A acrescentar aos livros li também revistas, que funcionam praticamente como se fossem antologias periódicas e portanto também contam para o total. E já tinha dito isto no ano passado. Foram é metade das do ano passado; duas em vez de quatro:

30- E-zine BBDE, nº 1 (fanzine com contos e poemas fantásticos e mainstream);
31- Asimov's, nº 326 (revista com contos e poemas de ficção científica e alguma fantasia)

Por fim, e de novo tal como no ano passado, li alguns livros por obrigação laboral. No ano anterior tinham sido dois, este último ano foram cinco. Ei-los:

32- The Hedge Knight, de George R. R. Martin, Ben Avery, Mike S. Miller e Mike Crowell (BD de fantasia medieval);
33- Sworn Sword, de George R. R. Martin, Ben Avery e Mike S. Miller (BD de fantasia medieval);
34- Windhaven, de George R. R. Martin e Lisa Tuttle (romance de ficção científica)

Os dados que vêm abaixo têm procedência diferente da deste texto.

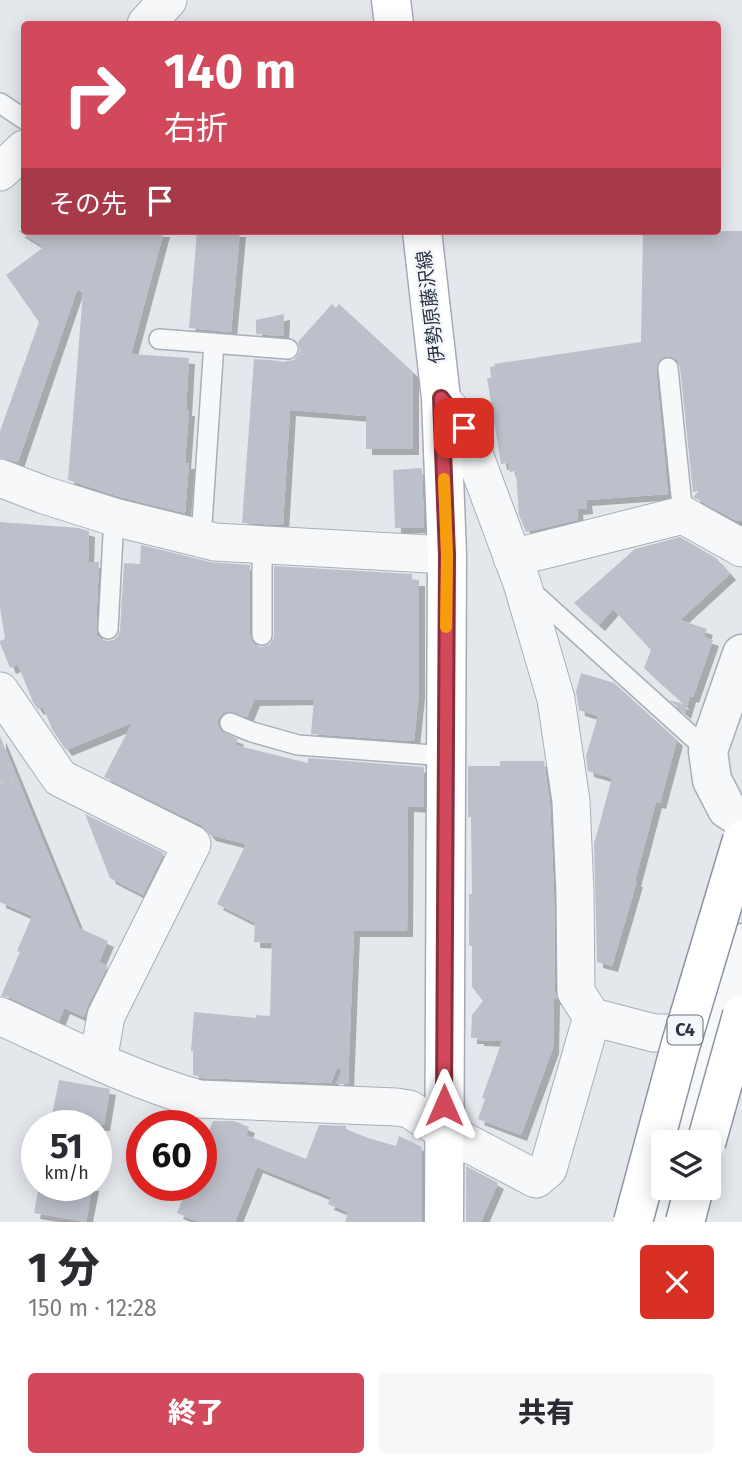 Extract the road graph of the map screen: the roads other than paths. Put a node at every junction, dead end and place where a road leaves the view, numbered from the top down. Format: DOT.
graph roads {
  1 [pos="168,0"];
  2 [pos="391,0"];
  3 [pos="149,21"];
  4 [pos="394,21"];
  5 [pos="0,103"];
  6 [pos="21,116"];
  7 [pos="422,235"];
  8 [pos="159,339"];
  9 [pos="214,343"];
  10 [pos="288,349"];
  11 [pos="668,368"];
  12 [pos="441,398"];
  13 [pos="0,478"];
  14 [pos="683,515"];
  15 [pos="114,517"];
  16 [pos="201,539"];
  17 [pos="262,545"];
  18 [pos="742,548"];
  19 [pos="447,555"];
  20 [pos="517,571"];
  21 [pos="108,629"];
  22 [pos="262,635"];
  23 [pos="742,654"];
  24 [pos="0,691"];
  25 [pos="230,723"];
  26 [pos="708,751"];
  27 [pos="446,756"];
  28 [pos="742,819"];
  29 [pos="742,840"];
  30 [pos="742,943"];
  31 [pos="0,1017"];
  32 [pos="592,1017"];
  33 [pos="733,1030"];
  34 [pos="98,1061"];
  35 [pos="691,1130"];
  36 [pos="709,1130"];
  37 [pos="444,1132"];
  38 [pos="444,1222"];
  39 [pos="634,1222"];
  1 -- 3 [label="street"];
  2 -- 4 [label="main road"];
  5 -- 6 [label="lane"];
  7 -- 12 [label="main road, 伊勢原藤沢線"];
  8 -- 9 [label="lane"];
  9 -- 10 [label="lane"];
  9 -- 16 [label="lane"];
  11 -- 14 [label="lane"];
  12 -- 19 [label="main road, 伊勢原藤沢線"];
  12 -- 20 [label="street"];
  13 -- 15 [label="street"];
  14 -- 18 [label="street"];
  14 -- 20 [label="street"];
  15 -- 16 [label="street"];
  15 -- 21 [label="lane"];
  16 -- 17 [label="street"];
  17 -- 19 [label="street"];
  17 -- 22 [label="lane"];
  19 -- 27 [label="main road, 伊勢原藤沢線"];
  20 -- 26 [label="lane"];
  20 -- 32 [label="street"];
  23 -- 26 [label="street"];
  24 -- 34 [label="street"];
  25 -- 27 [label="lane"];
  26 -- 28 [label="street"];
  27 -- 37 [label="main road, 伊勢原藤沢線"];
  29 -- 39 [label="main road, C4, bridge"];
  30 -- 33 [label="street"];
  31 -- 34 [label="street"];
  32 -- 33 [label="street"];
  32 -- 37 [label="street"];
  33 -- 35 [label="street"];
  33 -- 36 [label="main road, bridge"];
  34 -- 37 [label="street"];
  37 -- 38 [label="main road, 伊勢原藤沢線"];
}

Espera lá, deve estar o belo do leitor atento a dizer neste momento, não eram cinco? Eram, pois eram. Mas há dois de que só vos falarei para o ano. Porquê? É cá comigo.

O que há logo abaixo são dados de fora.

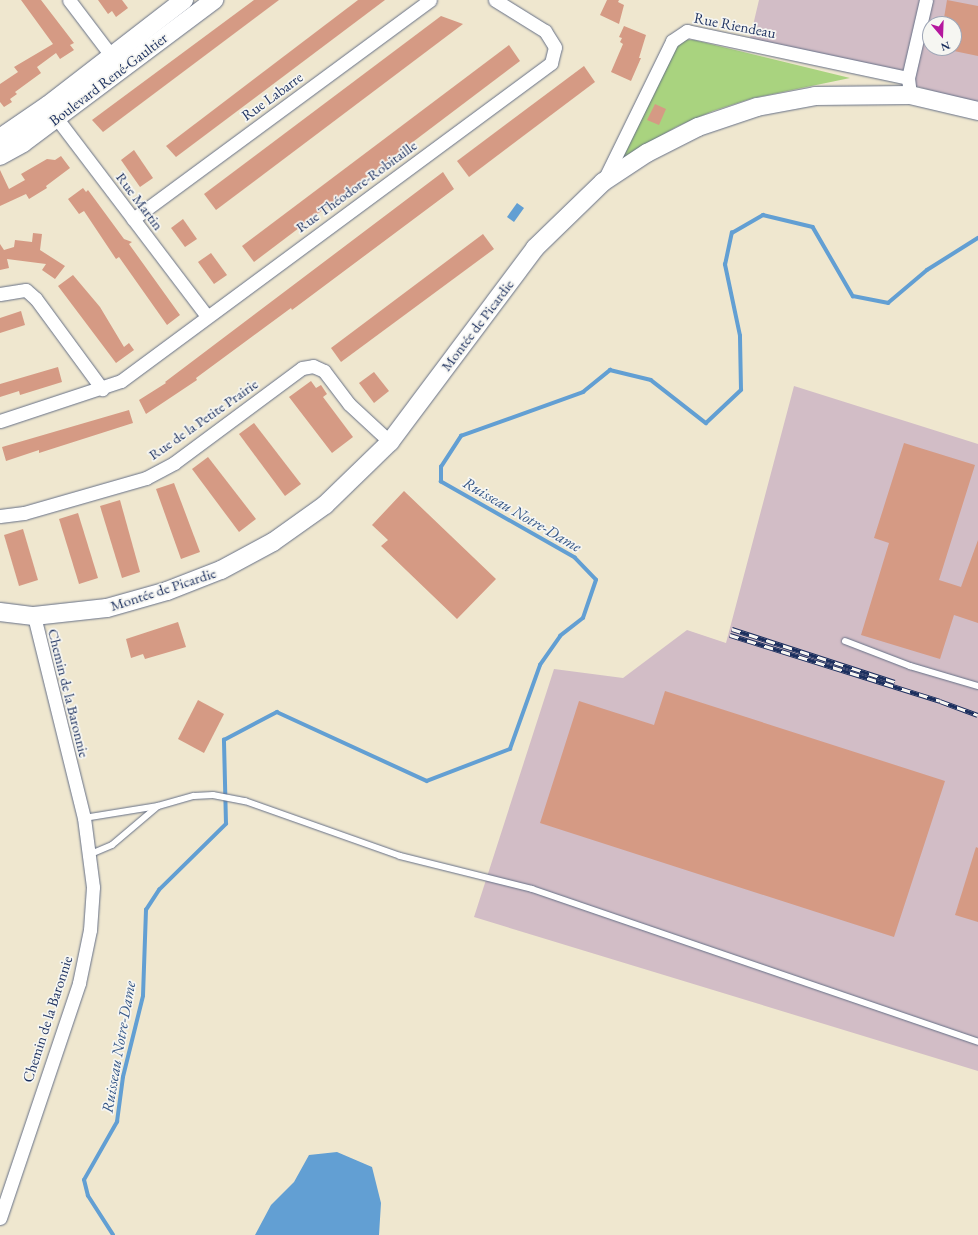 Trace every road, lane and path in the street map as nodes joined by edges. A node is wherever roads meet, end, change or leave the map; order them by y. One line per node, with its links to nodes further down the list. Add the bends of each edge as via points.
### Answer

Livro do ano? Desta vez é fácil: Forças do Mercado, do Morgan. Já decidir quem o acompanha no habitual trio de leituras em destaque é mais difícil. Provavelmente escolheria Um Deus Passeando Pela Brisa da Tarde e o Ensaio Sobre a Lucidez, com O Fim do Sr. Y e Barroco Tropical não muito atrás. Curiosamente, são só romances... embora Vaporpunk também estivesse nesta lista caso não contivesse uma novela minha.

Quanto às piores leituras do ano, não li nenhum daqueles livros sem qualidades que se destacam claramente dos demais. Mesmo aquela publicação que de facto se destaca das demais, o E-zine BBDE, nº1, contém algumas coisas interessantes. Tirando este ezine, e embora tenha havido vários outros livros de que não gostei, os piores deste ano que passou são todos melhores do que os piores de 2011. Mesmo assim, a escolha de três não é fácil. O Planeta Vermelho tem de constar da lista, suponho, mas quanto ao outro... hesito. Talvez A Peste Negra, seguida de perto pela Antologia de Contos Temáticos e pelo Tesouro da Rainha de Sabá.

E quanto a 2012 estamos conversados. Venha 2013.